Robeson woman stung by DEA destruction of backyard hive

A Robeson County woman is demanding the federal government pay her for a beehive the Drug Enforcement Administration destroyed during a recent raid on her neighbor's property.
Posted 2015-11-21T00:03:42+00:00 - Updated 2015-11-21T00:07:46+00:00
DEA says it needs more proof agents damaged woman's beehive

A Robeson County woman is demanding the federal government pay her for a beehive the Drug Enforcement Administration destroyed during a recent raid on her neighbor's property.

"This is my sanctuary," Denise Campbell said of her 7-acre spread in St. Pauls.

On Oct. 27, Campbell said that sanctuary was violated as DEA agents swarmed her neighbor's property.

"I noticed there were men back here at the fence," she said.

A wooded area separates her property from her neighbor's, but she said agents crossed the property line to investigate a beehive she had out back as a possible hiding place for drugs or money.

"They readily admitted to me their agents lifted the lid," she said. "Common sense tells me, if you lift the lid to a honeybee, you're going to get stung."

Beekeeper David Garrett tended to the hive, which he described as a thriving honey producer with 60,000 to 80,000 bees valued at more than $1,000. After the raid, he said, the hive was wrecked.

"The hive was literally over on its side," Garrett said. "The bees, they were dead. The honey was destroyed."

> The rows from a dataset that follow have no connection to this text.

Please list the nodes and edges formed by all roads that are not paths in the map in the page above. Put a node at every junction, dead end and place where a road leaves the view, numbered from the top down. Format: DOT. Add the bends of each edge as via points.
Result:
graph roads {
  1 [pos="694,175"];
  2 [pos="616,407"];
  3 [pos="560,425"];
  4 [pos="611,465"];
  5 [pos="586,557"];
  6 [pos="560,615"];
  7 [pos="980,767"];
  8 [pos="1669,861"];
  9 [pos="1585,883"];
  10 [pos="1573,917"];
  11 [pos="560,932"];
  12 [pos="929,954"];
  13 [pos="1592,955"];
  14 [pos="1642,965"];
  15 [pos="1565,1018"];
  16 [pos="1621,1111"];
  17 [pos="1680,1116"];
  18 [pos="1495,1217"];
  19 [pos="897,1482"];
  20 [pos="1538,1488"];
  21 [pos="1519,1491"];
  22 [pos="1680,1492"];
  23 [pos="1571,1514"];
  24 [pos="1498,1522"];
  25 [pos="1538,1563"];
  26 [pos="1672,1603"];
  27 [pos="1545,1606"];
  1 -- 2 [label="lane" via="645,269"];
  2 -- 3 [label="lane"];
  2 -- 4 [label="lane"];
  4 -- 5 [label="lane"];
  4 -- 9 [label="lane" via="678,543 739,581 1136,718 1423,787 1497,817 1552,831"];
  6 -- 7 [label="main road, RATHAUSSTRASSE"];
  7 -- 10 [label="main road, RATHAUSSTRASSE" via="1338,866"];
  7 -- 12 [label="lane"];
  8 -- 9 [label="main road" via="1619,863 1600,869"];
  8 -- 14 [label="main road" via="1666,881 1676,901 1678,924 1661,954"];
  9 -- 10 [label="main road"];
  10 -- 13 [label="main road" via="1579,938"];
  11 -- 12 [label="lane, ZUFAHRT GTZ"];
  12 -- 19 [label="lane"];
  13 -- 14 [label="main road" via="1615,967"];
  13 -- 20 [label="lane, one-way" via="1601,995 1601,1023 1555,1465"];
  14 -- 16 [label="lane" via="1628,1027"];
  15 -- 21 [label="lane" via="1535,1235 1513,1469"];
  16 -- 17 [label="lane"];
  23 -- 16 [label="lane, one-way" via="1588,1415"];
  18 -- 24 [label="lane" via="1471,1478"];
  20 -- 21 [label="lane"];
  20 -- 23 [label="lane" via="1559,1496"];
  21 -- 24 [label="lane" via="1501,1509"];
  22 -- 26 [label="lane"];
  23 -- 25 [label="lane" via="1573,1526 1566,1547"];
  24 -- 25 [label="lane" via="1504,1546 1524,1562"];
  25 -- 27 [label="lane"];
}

Campbell said she respects the job of the DEA but the agents went too far. She said she would have gladly helped agents examine the beehive if they had asked her.

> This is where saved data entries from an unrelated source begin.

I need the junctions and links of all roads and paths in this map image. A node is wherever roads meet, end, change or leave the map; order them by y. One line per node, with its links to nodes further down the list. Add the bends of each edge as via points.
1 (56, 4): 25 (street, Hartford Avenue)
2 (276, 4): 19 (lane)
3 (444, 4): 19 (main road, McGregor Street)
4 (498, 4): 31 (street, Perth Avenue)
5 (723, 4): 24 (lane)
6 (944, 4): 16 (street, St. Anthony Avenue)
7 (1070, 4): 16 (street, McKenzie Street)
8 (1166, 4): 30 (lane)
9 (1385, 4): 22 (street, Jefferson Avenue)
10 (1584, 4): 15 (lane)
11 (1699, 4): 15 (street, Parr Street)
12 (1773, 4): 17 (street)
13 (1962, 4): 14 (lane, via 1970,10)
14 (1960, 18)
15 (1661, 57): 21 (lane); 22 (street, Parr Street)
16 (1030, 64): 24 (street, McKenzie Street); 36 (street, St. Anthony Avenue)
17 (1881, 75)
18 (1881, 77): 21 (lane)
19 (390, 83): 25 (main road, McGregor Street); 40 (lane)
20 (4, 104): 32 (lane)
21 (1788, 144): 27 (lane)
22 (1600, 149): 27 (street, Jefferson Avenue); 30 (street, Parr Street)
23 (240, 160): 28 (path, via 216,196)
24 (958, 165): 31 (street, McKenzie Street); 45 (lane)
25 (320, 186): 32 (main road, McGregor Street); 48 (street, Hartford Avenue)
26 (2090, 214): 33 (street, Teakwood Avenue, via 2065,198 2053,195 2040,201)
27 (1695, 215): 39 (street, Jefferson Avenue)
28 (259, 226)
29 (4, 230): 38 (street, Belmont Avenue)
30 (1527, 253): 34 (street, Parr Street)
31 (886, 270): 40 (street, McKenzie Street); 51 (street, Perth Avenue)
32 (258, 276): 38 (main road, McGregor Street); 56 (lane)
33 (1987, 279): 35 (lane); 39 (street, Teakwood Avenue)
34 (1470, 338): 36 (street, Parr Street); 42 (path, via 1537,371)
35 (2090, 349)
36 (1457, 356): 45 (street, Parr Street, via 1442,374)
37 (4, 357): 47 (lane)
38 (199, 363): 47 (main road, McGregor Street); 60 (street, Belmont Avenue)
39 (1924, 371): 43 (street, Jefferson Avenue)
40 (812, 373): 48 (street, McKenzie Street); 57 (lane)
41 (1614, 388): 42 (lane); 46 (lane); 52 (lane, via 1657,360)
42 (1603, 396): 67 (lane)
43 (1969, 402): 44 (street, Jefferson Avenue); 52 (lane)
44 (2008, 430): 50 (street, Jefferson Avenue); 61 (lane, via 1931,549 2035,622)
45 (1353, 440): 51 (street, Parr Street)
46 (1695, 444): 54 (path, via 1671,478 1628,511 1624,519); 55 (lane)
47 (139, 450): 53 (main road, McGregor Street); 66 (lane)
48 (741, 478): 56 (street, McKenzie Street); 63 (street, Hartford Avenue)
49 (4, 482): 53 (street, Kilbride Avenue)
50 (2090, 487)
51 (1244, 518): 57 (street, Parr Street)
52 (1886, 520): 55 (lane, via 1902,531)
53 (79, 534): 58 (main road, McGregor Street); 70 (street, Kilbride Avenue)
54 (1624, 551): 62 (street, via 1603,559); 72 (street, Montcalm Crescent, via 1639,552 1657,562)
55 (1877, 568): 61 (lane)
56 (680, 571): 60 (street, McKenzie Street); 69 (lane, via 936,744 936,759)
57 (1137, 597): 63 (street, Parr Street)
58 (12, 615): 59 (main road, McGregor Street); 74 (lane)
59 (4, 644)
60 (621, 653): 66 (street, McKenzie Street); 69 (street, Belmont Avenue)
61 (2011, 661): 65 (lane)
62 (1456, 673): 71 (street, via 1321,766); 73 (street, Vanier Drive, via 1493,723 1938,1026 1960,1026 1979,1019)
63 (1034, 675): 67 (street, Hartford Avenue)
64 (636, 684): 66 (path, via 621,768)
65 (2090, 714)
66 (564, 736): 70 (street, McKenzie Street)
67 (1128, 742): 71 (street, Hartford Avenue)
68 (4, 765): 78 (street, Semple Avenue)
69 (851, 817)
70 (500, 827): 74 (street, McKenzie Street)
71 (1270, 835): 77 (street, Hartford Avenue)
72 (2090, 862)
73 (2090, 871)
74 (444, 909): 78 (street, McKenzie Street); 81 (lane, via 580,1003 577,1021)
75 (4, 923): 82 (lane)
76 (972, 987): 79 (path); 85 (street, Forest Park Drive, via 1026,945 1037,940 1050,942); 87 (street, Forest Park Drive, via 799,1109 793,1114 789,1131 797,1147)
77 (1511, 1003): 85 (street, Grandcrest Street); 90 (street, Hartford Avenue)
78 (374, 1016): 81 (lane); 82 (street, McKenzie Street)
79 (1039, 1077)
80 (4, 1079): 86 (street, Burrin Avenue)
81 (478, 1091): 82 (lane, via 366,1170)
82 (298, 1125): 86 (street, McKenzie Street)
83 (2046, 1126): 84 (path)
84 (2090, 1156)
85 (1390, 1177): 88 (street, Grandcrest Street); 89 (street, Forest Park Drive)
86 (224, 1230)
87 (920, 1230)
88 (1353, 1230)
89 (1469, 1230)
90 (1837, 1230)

"You came onto my property, and you didn't have permission to come onto my property, and you vandalized it – you destroyed it," she said.

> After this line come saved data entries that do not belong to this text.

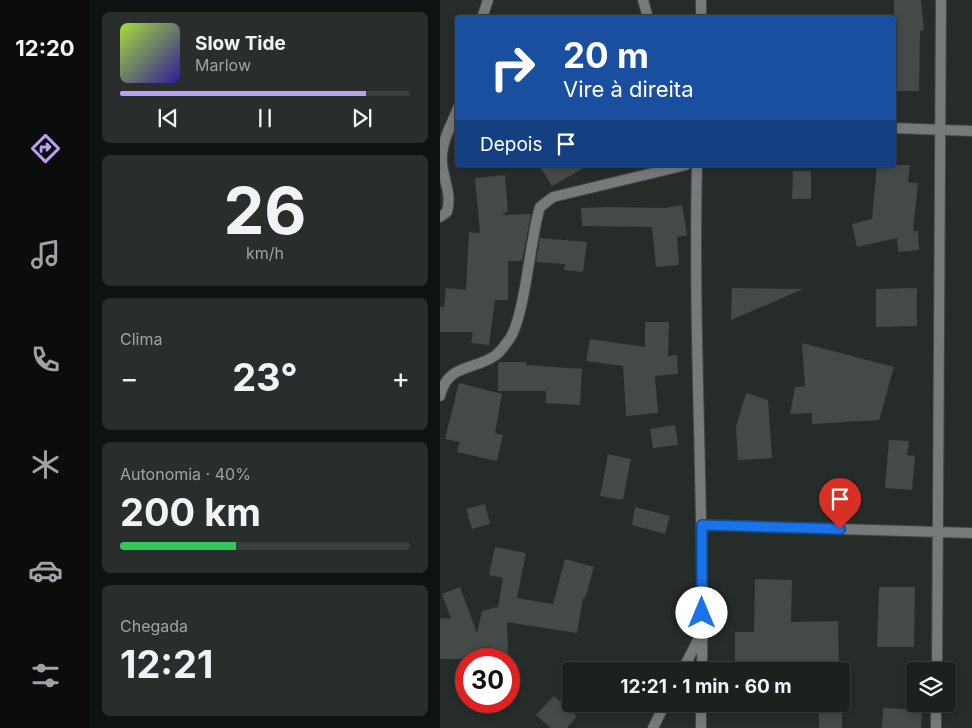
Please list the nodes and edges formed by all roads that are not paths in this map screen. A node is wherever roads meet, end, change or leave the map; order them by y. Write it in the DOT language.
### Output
graph roads {
  1 [pos="488,0"];
  2 [pos="643,0"];
  3 [pos="701,0"];
  4 [pos="941,0"];
  5 [pos="483,15"];
  6 [pos="647,15"];
  7 [pos="701,15"];
  8 [pos="455,116"];
  9 [pos="896,128"];
  10 [pos="940,131"];
  11 [pos="972,131"];
  12 [pos="677,167"];
  13 [pos="698,167"];
  14 [pos="440,217"];
  15 [pos="440,396"];
  16 [pos="702,525"];
  17 [pos="939,532"];
  18 [pos="972,533"];
  19 [pos="702,631"];
  20 [pos="686,662"];
  21 [pos="702,662"];
  22 [pos="937,662"];
  23 [pos="661,712"];
  24 [pos="701,712"];
  25 [pos="936,712"];
  26 [pos="653,728"];
  27 [pos="701,728"];
  28 [pos="936,728"];
  1 -- 5 [label="street"];
  2 -- 6 [label="street"];
  3 -- 7 [label="street"];
  4 -- 10 [label="street"];
  8 -- 14 [label="street"];
  9 -- 10 [label="street"];
  10 -- 11 [label="street"];
  10 -- 17 [label="street"];
  12 -- 15 [label="street"];
  13 -- 16 [label="street"];
  16 -- 17 [label="street"];
  16 -- 19 [label="street"];
  17 -- 18 [label="street"];
  17 -- 22 [label="street"];
  19 -- 20 [label="street"];
  19 -- 21 [label="street"];
  23 -- 26 [label="street"];
  24 -- 27 [label="street"];
  25 -- 28 [label="street"];
}
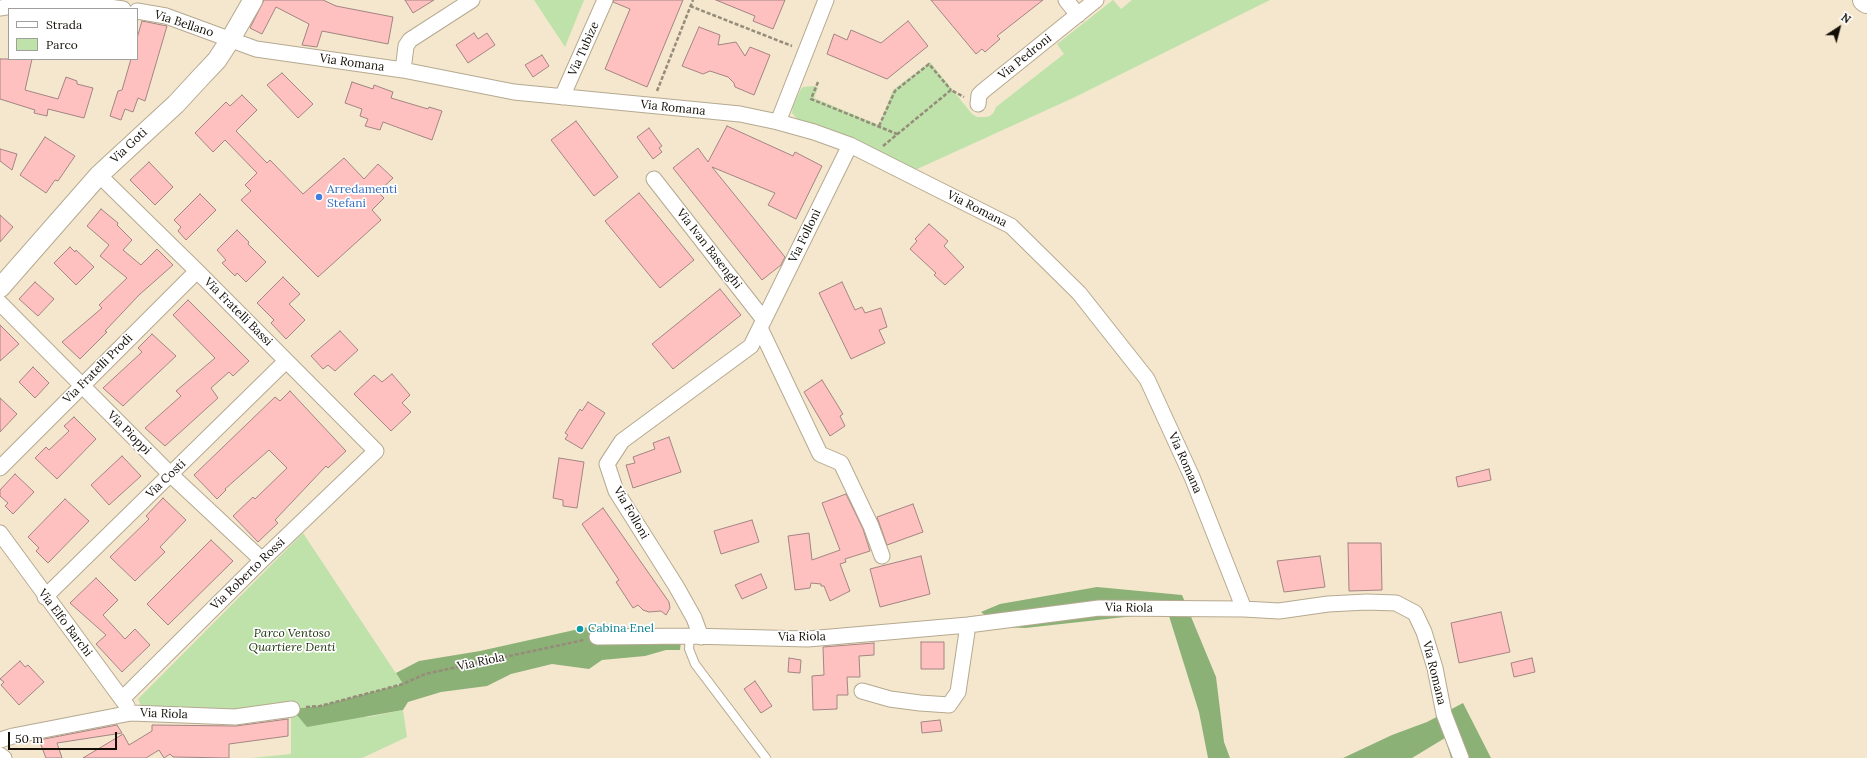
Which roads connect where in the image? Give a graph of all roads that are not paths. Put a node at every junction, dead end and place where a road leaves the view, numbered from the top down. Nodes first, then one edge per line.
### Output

A DEA agent initially suggested she hire an attorney if she wanted restitution, she said.

"I felt like I was being bullied," she said. "I didn't do anything wrong except go to work that day."

William Baxley, assistant DEA special agent-in-charge in North Carolina, declined comment on the raid but said that Campbell wasn't dismissed by his agents.

"If someone can show our agents made an error, we will, of course, make it right, but, there is a process. We need proof," Baxley said, adding the government needs more photos and details about the value of the hive to consider a claim.

Campbell said she plans to rebuild the hive as she presses for restitution.

"This is private land, and you destroyed it, and now you've got to be held accountable," she said.